Often the timeout vanishes if I try booting two or three times, using the reset button during waiting for udev. 

Hope to find a solution here, thanks and please ask for more information if you need it! 

Andreas

Comment 17 dosboss64 2011-06-06 23:44:17 UTC
I also encountered this problem with my Fedora 14 workstation (2.6.35.13-91.fc14.x86_64) I think I have found the issue in my case.  I get all the same issues listed in the ticket (e.g. 'udevadm settle - timeout...', 'Clocksource tsc unstable', etc.) with the exception in my case that after finally booting, a 'udevadm settle' command reproduces the issue.  In addition, my machine's load average stays in the 8.0-10.0 range until reboot (extremely abnormal, usually 0.05 or less), and a 'top' and 'iotop' show almost no activity in the system.

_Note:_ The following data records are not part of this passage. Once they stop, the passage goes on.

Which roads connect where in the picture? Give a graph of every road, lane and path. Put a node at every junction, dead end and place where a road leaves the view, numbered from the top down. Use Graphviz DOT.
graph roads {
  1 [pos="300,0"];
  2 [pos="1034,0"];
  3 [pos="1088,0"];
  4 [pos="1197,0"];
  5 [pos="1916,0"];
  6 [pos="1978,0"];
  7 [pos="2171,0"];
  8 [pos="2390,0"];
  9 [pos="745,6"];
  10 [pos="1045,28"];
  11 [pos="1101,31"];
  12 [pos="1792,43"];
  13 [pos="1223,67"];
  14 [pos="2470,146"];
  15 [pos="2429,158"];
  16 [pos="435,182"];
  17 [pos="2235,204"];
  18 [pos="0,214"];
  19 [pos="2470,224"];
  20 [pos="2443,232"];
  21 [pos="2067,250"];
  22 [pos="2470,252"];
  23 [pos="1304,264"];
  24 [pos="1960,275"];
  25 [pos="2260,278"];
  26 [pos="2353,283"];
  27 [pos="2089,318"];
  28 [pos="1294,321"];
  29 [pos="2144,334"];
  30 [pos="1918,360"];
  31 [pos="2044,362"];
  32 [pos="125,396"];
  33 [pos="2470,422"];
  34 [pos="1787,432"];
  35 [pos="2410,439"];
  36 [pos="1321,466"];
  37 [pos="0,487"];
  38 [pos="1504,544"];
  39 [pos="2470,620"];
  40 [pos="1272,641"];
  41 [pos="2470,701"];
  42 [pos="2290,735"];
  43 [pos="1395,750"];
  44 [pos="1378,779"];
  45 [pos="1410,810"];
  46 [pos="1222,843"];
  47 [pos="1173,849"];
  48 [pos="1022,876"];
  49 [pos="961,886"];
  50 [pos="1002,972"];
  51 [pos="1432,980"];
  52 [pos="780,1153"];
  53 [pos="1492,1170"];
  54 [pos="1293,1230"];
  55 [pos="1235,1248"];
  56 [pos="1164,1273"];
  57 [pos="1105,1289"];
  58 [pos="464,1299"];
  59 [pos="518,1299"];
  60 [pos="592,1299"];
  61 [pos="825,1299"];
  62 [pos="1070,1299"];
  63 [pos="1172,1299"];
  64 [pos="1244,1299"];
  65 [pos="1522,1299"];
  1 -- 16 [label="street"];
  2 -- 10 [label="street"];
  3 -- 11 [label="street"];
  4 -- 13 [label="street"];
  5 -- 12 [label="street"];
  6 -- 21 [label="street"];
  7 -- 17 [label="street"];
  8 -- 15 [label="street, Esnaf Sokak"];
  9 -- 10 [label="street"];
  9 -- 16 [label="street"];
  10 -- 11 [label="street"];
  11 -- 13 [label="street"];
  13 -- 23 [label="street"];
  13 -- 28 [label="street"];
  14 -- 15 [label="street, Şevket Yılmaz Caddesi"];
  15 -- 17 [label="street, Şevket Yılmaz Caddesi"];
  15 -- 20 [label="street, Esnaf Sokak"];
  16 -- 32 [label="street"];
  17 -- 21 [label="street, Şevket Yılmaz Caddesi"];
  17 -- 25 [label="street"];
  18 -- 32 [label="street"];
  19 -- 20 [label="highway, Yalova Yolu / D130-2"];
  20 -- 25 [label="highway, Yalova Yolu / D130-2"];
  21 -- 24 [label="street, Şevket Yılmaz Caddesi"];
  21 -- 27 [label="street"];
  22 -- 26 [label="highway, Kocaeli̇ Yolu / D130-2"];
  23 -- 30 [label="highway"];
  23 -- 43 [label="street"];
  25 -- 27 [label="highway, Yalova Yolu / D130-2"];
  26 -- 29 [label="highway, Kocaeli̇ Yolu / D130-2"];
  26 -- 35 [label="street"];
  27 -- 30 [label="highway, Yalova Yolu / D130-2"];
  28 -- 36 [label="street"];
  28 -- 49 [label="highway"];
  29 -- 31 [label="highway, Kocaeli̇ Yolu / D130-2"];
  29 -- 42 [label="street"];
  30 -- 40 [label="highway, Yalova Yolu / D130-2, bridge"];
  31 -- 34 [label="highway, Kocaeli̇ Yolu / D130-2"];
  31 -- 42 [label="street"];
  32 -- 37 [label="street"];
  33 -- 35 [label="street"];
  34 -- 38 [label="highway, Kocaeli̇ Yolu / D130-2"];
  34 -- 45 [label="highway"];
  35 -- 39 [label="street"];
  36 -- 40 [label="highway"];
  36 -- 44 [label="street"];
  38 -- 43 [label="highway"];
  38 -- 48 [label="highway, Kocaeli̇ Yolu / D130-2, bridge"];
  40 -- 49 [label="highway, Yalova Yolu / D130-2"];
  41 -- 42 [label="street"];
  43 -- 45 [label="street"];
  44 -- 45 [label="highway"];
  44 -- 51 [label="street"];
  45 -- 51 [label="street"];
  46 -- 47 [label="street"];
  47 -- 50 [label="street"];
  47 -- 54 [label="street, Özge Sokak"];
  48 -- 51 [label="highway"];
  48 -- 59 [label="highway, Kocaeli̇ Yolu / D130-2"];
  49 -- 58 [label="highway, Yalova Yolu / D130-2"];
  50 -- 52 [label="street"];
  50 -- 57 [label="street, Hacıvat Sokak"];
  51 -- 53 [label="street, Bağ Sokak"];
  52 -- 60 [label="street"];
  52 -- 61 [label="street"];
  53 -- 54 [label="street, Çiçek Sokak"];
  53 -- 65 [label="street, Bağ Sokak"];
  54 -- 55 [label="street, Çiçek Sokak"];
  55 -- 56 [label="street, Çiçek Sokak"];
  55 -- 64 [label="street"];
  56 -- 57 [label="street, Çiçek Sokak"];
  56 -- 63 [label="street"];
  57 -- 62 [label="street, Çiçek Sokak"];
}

In addition to several other devices (USB and IEEE1394), I have a cheap Logitech webcam attached, the output from hot-plugging this device is below (serial number obscured on purpose):

[ 1298.615502] usb 1-3.2: new high speed USB device using ehci_hcd and address 5
[ 1298.829132] usb 1-3.2: New USB device found, idVendor=046d, idProduct=0802
[ 1298.829142] usb 1-3.2: New USB device strings: Mfr=0, Product=0, SerialNumber=2
[ 1298.829150] usb 1-3.2: SerialNumber: XXXXXXXXXX
[ 1299.102907] Linux video capture interface: v2.00
[ 1299.404793] uvcvideo: Found UVC 1.00 device <unnamed> (046d:0802)
[ 1299.405092] usbcore: registered new interface driver snd-usb-audio
[ 1299.422466] input: UVC Camera (046d:0802) as /devices/pci0000:00/0000:00:0b.1/usb1/1-3/1-3.2/1-3.2:1.0/input/input4
[ 1299.422687] usbcore: registered new interface driver uvcvideo
[ 1299.422693] USB Video Class driver (v1.0.0)

When the device is plugged in before boot, the errors and timeouts occur.  When removed *before* boot, the machine boots normally.  Removal during boot seems to not make a difference.  Plugging it in after booting completely allows the camera and system to function normally.

I honestly cannot remember the exact model number (and it's not printed on the unit), but the device is extremely similar to this one: http://www.logitech.com/en-us/webcam-communications/webcams/devices/5865 (Logitech - Webcam C200)  I acquired this device while still running F11, and the problem has remained through all Fedora versions till the current one I am running.  I don't mind removing the camera when not needed (to facilitate booting automatically after e.g. a power outage), but I just hope this info helps someone.